■ **Provided records**
----------------

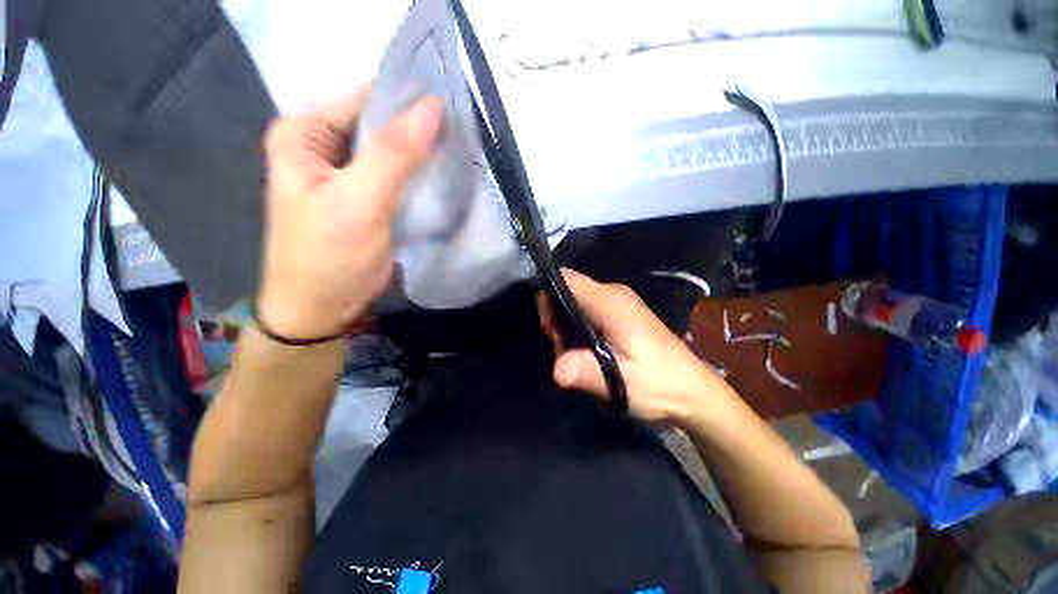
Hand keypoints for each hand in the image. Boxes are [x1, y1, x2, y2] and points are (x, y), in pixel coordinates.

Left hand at [258, 87, 442, 337]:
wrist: (322, 308)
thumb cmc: (329, 256)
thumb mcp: (359, 201)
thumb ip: (395, 154)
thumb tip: (433, 107)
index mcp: (305, 133)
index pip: (365, 100)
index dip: (408, 102)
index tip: (453, 110)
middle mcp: (323, 146)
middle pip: (380, 125)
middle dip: (419, 131)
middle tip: (463, 136)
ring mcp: (347, 174)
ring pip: (393, 152)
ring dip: (423, 155)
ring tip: (460, 155)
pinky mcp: (367, 197)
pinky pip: (398, 177)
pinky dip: (420, 177)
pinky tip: (444, 178)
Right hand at [537, 269, 733, 425]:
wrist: (694, 391)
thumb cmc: (660, 383)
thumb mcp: (621, 382)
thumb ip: (586, 372)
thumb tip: (556, 369)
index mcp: (612, 302)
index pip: (568, 279)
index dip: (549, 296)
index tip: (549, 328)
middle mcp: (614, 294)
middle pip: (570, 289)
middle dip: (556, 316)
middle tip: (562, 349)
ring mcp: (619, 302)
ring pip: (578, 301)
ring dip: (566, 324)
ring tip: (575, 355)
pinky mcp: (622, 314)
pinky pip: (589, 309)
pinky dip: (579, 326)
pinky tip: (587, 350)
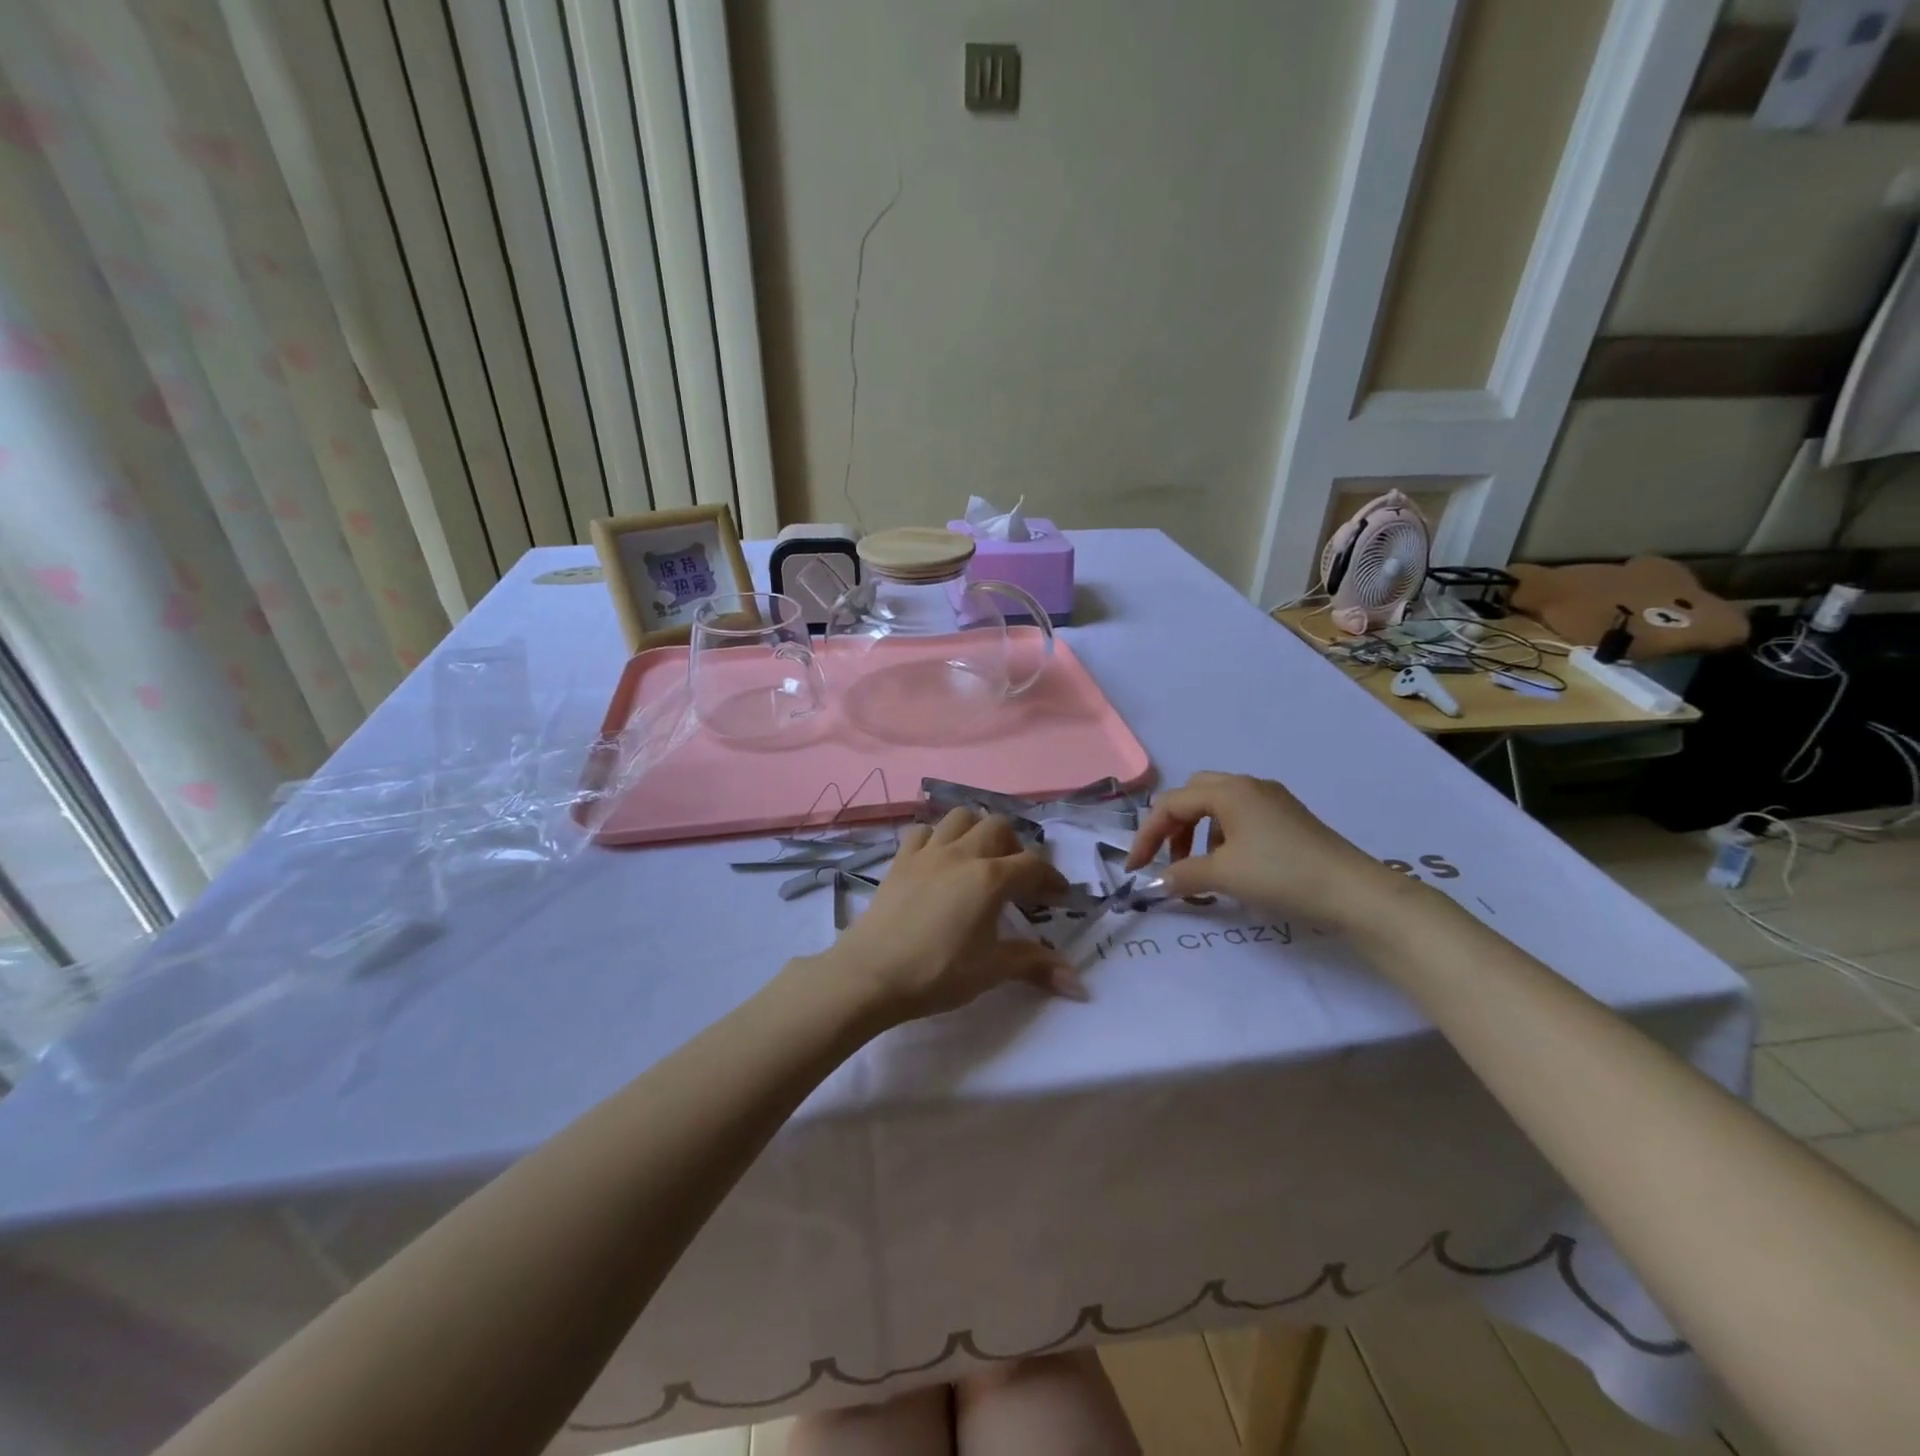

----------------

■ **Requirement**
Copy all of the data word for word, and keep the pictures out of it.

■ **Written solution**
Hand keypoints for each hand in the image. Boxes are [x1, y1, x2, y2] and points are (x, y), in pixel coordinates.

Left hand at [258, 87, 442, 337]:
wrist: (322, 308)
thumb cmc: (329, 256)
thumb mcp: (359, 201)
thumb ip: (395, 154)
thumb tip: (433, 107)
index mcp: (305, 133)
index pip: (365, 100)
index dip: (408, 102)
index tip: (453, 110)
middle mcp: (323, 146)
middle pip: (380, 125)
middle dip: (419, 131)
middle tip: (463, 136)
ring mcp: (347, 174)
ring pip: (393, 152)
ring dip: (423, 155)
ring tip: (460, 155)
pinky mcp: (367, 197)
pinky pip: (398, 177)
pinky dip: (420, 177)
pinky tip: (444, 178)
Right hand at [537, 269, 733, 425]:
wrist: (694, 391)
thumb cmc: (660, 383)
thumb mcp: (621, 382)
thumb ip: (586, 372)
thumb tip: (556, 369)
index mcp: (612, 302)
index pip: (568, 279)
index dip: (549, 296)
index tip: (549, 328)
middle mcp: (614, 294)
middle pip: (570, 289)
middle dip: (556, 316)
middle tip: (562, 349)
ring mcp: (619, 302)
ring pip: (578, 301)
ring dip: (566, 324)
ring tip: (575, 355)
pinky mcp: (622, 314)
pinky pip: (589, 309)
pinky dip: (579, 326)
pinky tip: (587, 350)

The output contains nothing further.